### RECORDED INFORMATION

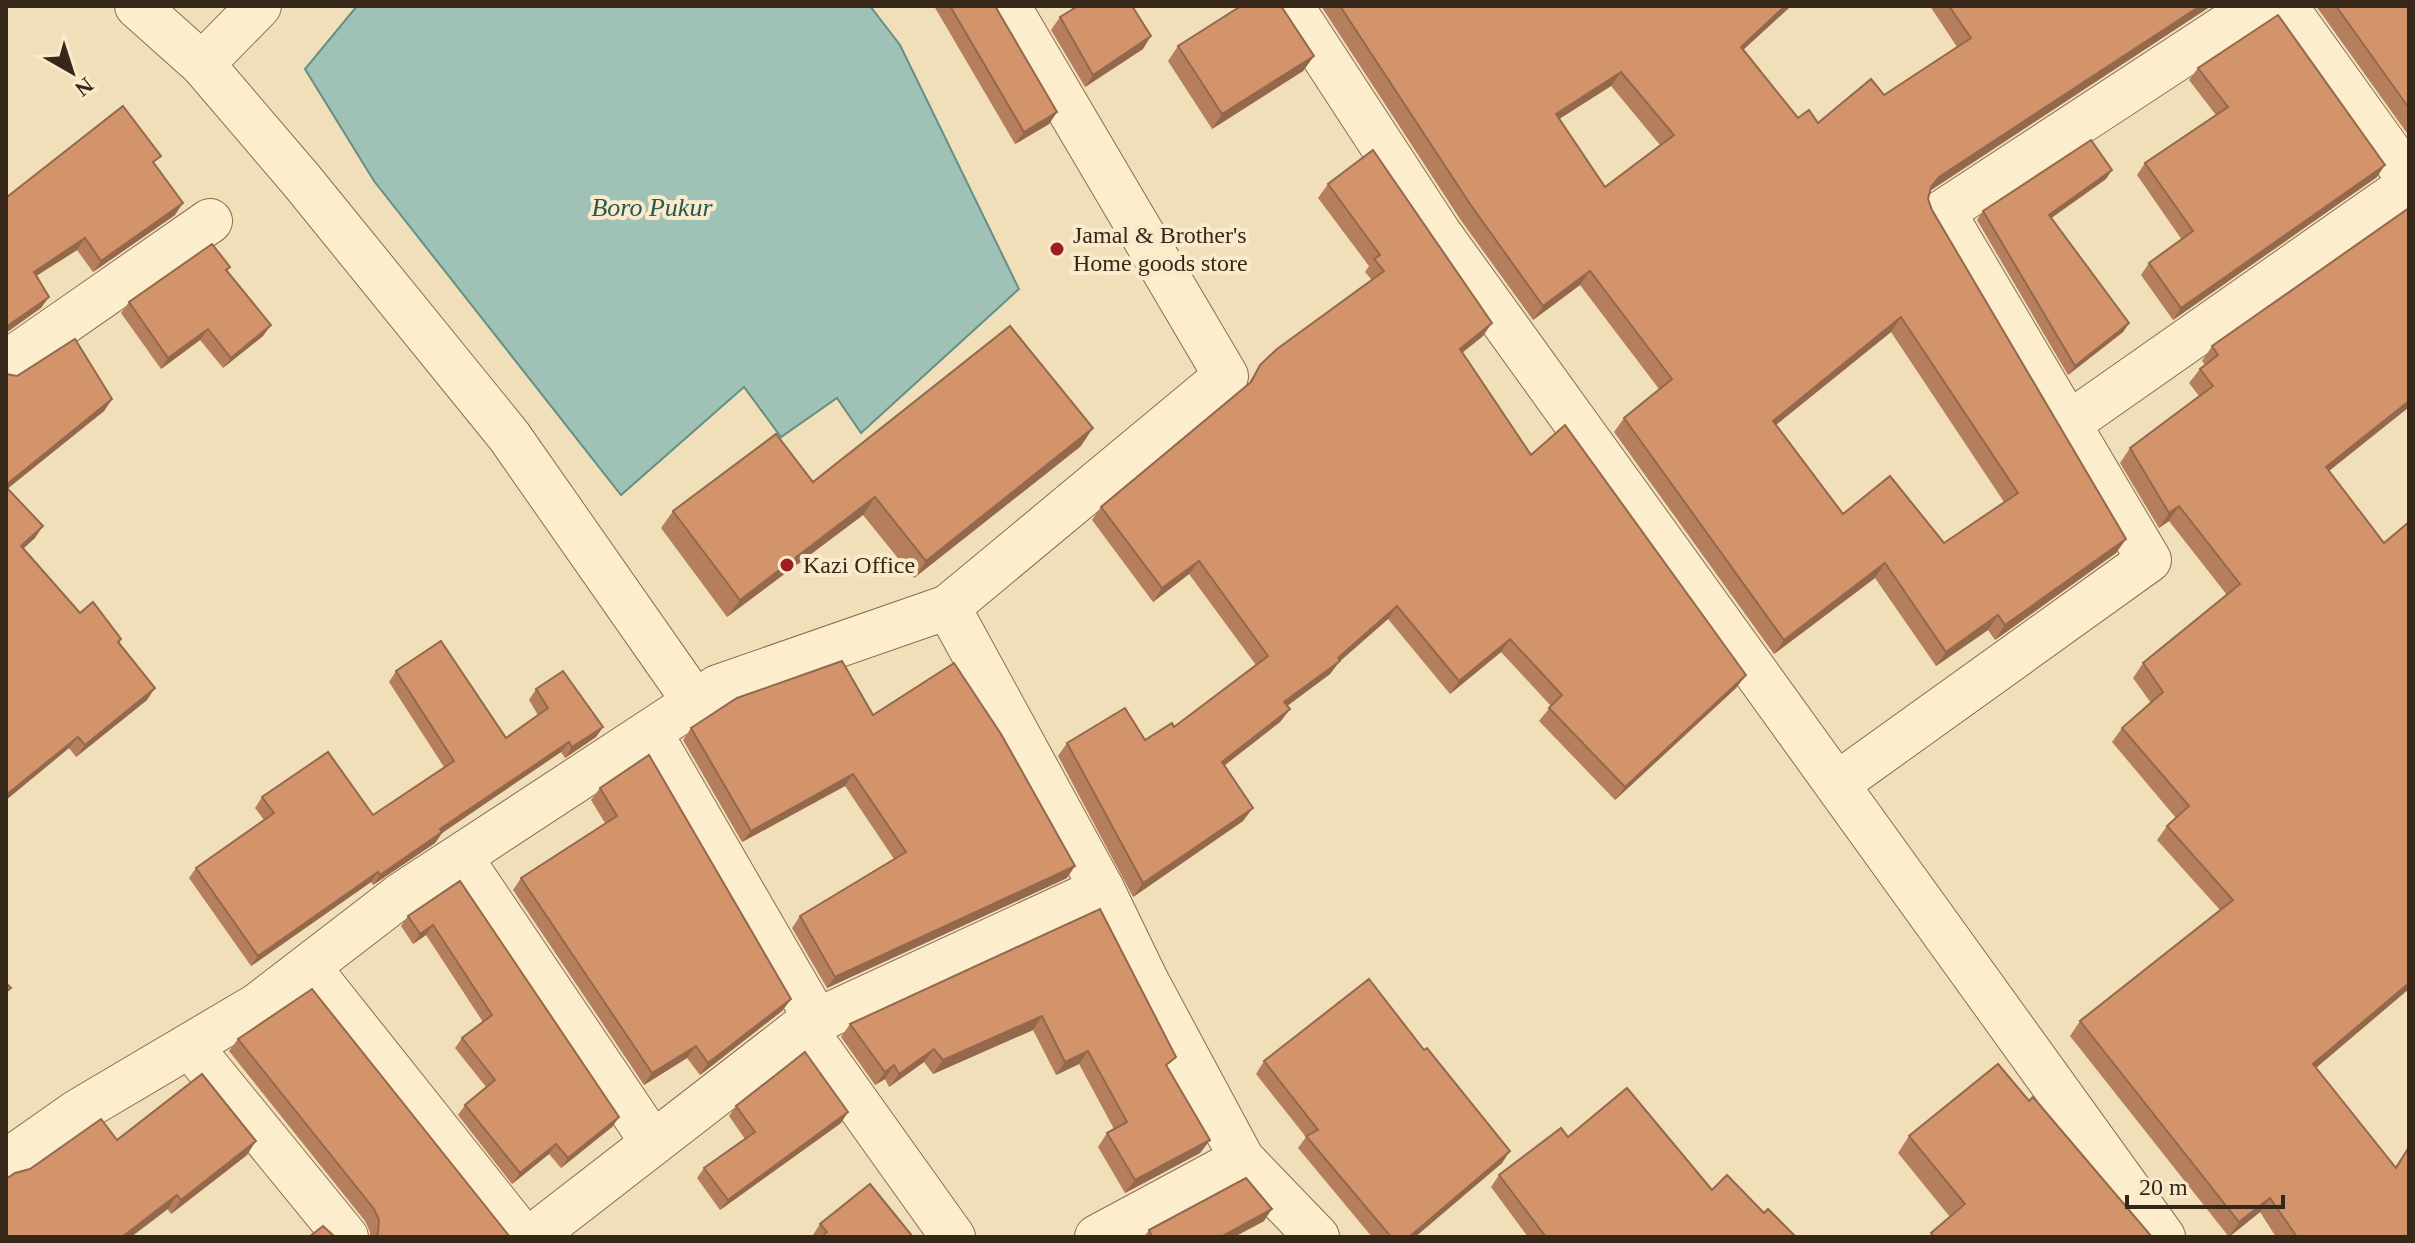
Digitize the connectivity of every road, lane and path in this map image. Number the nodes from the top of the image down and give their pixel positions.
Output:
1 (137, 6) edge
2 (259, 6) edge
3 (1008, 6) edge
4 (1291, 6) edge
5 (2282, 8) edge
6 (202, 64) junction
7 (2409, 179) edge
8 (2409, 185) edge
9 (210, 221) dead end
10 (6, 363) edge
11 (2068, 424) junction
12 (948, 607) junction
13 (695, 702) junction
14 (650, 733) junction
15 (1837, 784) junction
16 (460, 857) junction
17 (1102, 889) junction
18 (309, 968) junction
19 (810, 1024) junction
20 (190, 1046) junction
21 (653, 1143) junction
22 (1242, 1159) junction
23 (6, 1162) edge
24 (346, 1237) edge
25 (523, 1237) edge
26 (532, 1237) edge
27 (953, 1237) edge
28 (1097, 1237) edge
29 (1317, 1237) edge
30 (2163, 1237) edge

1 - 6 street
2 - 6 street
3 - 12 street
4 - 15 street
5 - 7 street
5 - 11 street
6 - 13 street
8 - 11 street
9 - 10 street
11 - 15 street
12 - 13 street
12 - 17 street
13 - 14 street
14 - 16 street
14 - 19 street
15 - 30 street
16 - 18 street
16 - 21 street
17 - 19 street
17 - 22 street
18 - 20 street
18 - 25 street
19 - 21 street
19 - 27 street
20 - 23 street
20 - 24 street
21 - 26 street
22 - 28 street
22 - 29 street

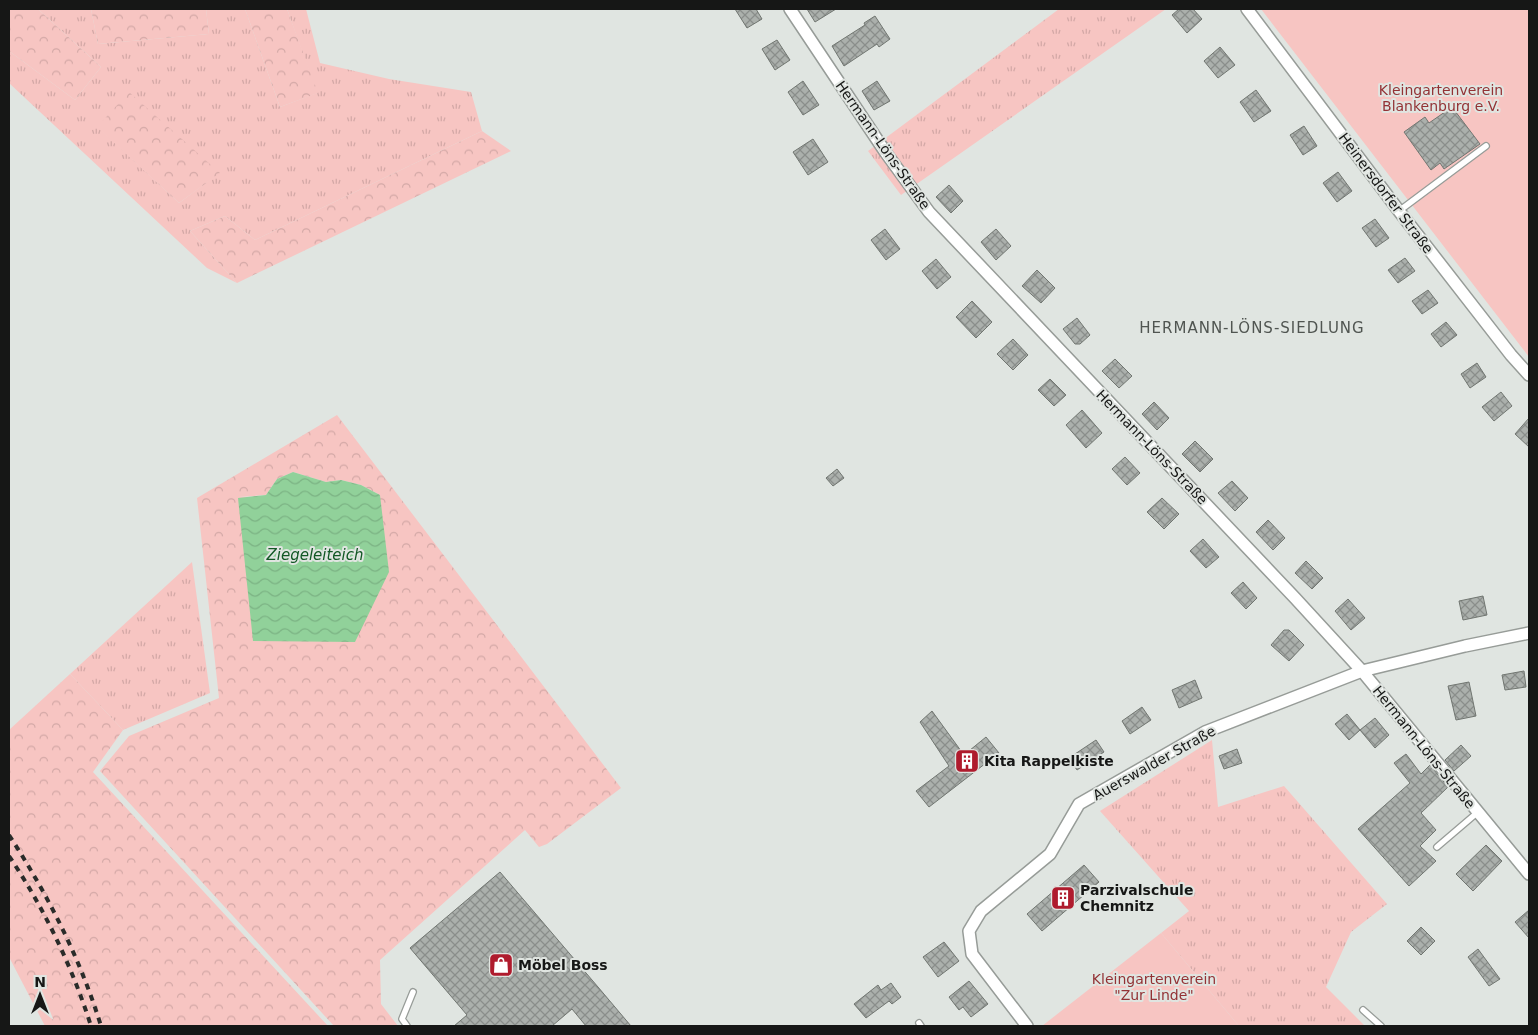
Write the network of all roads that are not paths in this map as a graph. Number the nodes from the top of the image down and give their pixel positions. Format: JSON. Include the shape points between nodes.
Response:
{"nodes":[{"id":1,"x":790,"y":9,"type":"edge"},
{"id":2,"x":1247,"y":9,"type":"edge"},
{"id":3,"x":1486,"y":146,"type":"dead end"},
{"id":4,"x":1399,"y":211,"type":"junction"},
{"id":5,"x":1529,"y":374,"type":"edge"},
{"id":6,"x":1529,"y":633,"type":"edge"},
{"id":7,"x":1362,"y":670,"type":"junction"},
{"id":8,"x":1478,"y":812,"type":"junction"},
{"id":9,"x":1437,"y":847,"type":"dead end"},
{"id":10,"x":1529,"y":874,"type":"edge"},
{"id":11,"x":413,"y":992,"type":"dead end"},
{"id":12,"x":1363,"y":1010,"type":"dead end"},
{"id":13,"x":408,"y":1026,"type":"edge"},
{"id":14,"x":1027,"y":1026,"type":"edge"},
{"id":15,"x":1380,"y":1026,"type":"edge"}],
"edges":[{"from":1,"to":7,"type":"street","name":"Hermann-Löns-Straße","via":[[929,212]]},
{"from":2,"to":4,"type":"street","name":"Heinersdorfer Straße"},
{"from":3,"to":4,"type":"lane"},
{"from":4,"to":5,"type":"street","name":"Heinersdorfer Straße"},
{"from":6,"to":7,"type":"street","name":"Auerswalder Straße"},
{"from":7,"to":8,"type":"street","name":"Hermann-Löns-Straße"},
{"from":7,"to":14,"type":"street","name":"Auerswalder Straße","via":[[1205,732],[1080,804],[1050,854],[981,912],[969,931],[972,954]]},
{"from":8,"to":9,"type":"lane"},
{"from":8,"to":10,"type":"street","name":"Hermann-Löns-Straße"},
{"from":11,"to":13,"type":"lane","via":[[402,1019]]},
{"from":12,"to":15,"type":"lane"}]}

######

Omit the pictures and copy the records above exactly.

→ **SOLUTION TO THE EXERCISE**
Digitize the connectivity of every road, lane and path in this map image. Number the nodes from the top of the image down and give their pixel positions.
Output:
1 (137, 6) edge
2 (259, 6) edge
3 (1008, 6) edge
4 (1291, 6) edge
5 (2282, 8) edge
6 (202, 64) junction
7 (2409, 179) edge
8 (2409, 185) edge
9 (210, 221) dead end
10 (6, 363) edge
11 (2068, 424) junction
12 (948, 607) junction
13 (695, 702) junction
14 (650, 733) junction
15 (1837, 784) junction
16 (460, 857) junction
17 (1102, 889) junction
18 (309, 968) junction
19 (810, 1024) junction
20 (190, 1046) junction
21 (653, 1143) junction
22 (1242, 1159) junction
23 (6, 1162) edge
24 (346, 1237) edge
25 (523, 1237) edge
26 (532, 1237) edge
27 (953, 1237) edge
28 (1097, 1237) edge
29 (1317, 1237) edge
30 (2163, 1237) edge

1 - 6 street
2 - 6 street
3 - 12 street
4 - 15 street
5 - 7 street
5 - 11 street
6 - 13 street
8 - 11 street
9 - 10 street
11 - 15 street
12 - 13 street
12 - 17 street
13 - 14 street
14 - 16 street
14 - 19 street
15 - 30 street
16 - 18 street
16 - 21 street
17 - 19 street
17 - 22 street
18 - 20 street
18 - 25 street
19 - 21 street
19 - 27 street
20 - 23 street
20 - 24 street
21 - 26 street
22 - 28 street
22 - 29 street

Write the network of all roads that are not paths in this map as a graph. Number the nodes from the top of the image down and give their pixel positions. Format: JSON. Include the shape points between nodes.
Response:
{"nodes":[{"id":1,"x":790,"y":9,"type":"edge"},
{"id":2,"x":1247,"y":9,"type":"edge"},
{"id":3,"x":1486,"y":146,"type":"dead end"},
{"id":4,"x":1399,"y":211,"type":"junction"},
{"id":5,"x":1529,"y":374,"type":"edge"},
{"id":6,"x":1529,"y":633,"type":"edge"},
{"id":7,"x":1362,"y":670,"type":"junction"},
{"id":8,"x":1478,"y":812,"type":"junction"},
{"id":9,"x":1437,"y":847,"type":"dead end"},
{"id":10,"x":1529,"y":874,"type":"edge"},
{"id":11,"x":413,"y":992,"type":"dead end"},
{"id":12,"x":1363,"y":1010,"type":"dead end"},
{"id":13,"x":408,"y":1026,"type":"edge"},
{"id":14,"x":1027,"y":1026,"type":"edge"},
{"id":15,"x":1380,"y":1026,"type":"edge"}],
"edges":[{"from":1,"to":7,"type":"street","name":"Hermann-Löns-Straße","via":[[929,212]]},
{"from":2,"to":4,"type":"street","name":"Heinersdorfer Straße"},
{"from":3,"to":4,"type":"lane"},
{"from":4,"to":5,"type":"street","name":"Heinersdorfer Straße"},
{"from":6,"to":7,"type":"street","name":"Auerswalder Straße"},
{"from":7,"to":8,"type":"street","name":"Hermann-Löns-Straße"},
{"from":7,"to":14,"type":"street","name":"Auerswalder Straße","via":[[1205,732],[1080,804],[1050,854],[981,912],[969,931],[972,954]]},
{"from":8,"to":9,"type":"lane"},
{"from":8,"to":10,"type":"street","name":"Hermann-Löns-Straße"},
{"from":11,"to":13,"type":"lane","via":[[402,1019]]},
{"from":12,"to":15,"type":"lane"}]}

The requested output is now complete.